DESCRIPTION OF THE TASK -> Quote the listing below in full and exactly as written, but omit every picture.

ENTRIES SHOWN ->
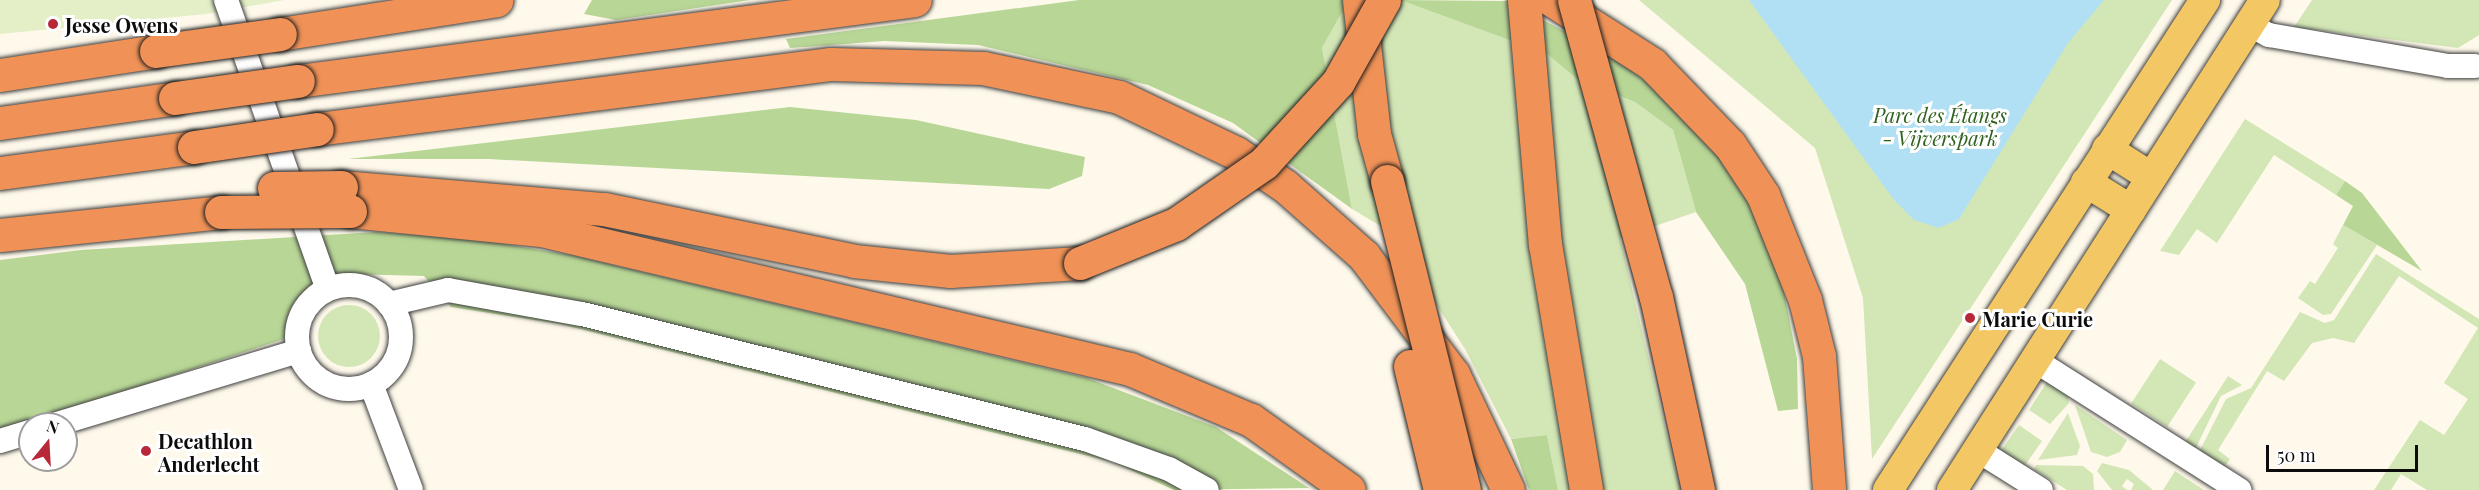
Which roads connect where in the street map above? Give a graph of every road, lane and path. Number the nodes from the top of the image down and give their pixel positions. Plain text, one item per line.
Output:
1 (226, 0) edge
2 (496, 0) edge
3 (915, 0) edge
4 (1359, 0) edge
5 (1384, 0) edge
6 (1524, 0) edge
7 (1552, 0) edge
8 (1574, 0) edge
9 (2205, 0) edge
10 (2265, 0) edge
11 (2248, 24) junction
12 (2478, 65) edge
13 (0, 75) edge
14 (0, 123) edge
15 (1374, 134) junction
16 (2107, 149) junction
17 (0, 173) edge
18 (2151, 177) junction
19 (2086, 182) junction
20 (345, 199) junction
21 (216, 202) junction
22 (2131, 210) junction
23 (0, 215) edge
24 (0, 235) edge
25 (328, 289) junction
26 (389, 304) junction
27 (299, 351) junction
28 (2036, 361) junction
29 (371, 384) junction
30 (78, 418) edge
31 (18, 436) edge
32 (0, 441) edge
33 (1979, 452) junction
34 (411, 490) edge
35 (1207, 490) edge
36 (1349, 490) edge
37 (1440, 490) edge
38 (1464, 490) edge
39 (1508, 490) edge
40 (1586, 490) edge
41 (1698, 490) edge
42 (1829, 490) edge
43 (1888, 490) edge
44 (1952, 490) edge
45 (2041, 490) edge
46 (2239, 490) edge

WRITTEN RESPONSE ->
Which roads connect where in the street map above? Give a graph of every road, lane and path. Number the nodes from the top of the image down and give their pixel positions. Plain text, one item per line.
Output:
1 (226, 0) edge
2 (496, 0) edge
3 (915, 0) edge
4 (1359, 0) edge
5 (1384, 0) edge
6 (1524, 0) edge
7 (1552, 0) edge
8 (1574, 0) edge
9 (2205, 0) edge
10 (2265, 0) edge
11 (2248, 24) junction
12 (2478, 65) edge
13 (0, 75) edge
14 (0, 123) edge
15 (1374, 134) junction
16 (2107, 149) junction
17 (0, 173) edge
18 (2151, 177) junction
19 (2086, 182) junction
20 (345, 199) junction
21 (216, 202) junction
22 (2131, 210) junction
23 (0, 215) edge
24 (0, 235) edge
25 (328, 289) junction
26 (389, 304) junction
27 (299, 351) junction
28 (2036, 361) junction
29 (371, 384) junction
30 (78, 418) edge
31 (18, 436) edge
32 (0, 441) edge
33 (1979, 452) junction
34 (411, 490) edge
35 (1207, 490) edge
36 (1349, 490) edge
37 (1440, 490) edge
38 (1464, 490) edge
39 (1508, 490) edge
40 (1586, 490) edge
41 (1698, 490) edge
42 (1829, 490) edge
43 (1888, 490) edge
44 (1952, 490) edge
45 (2041, 490) edge
46 (2239, 490) edge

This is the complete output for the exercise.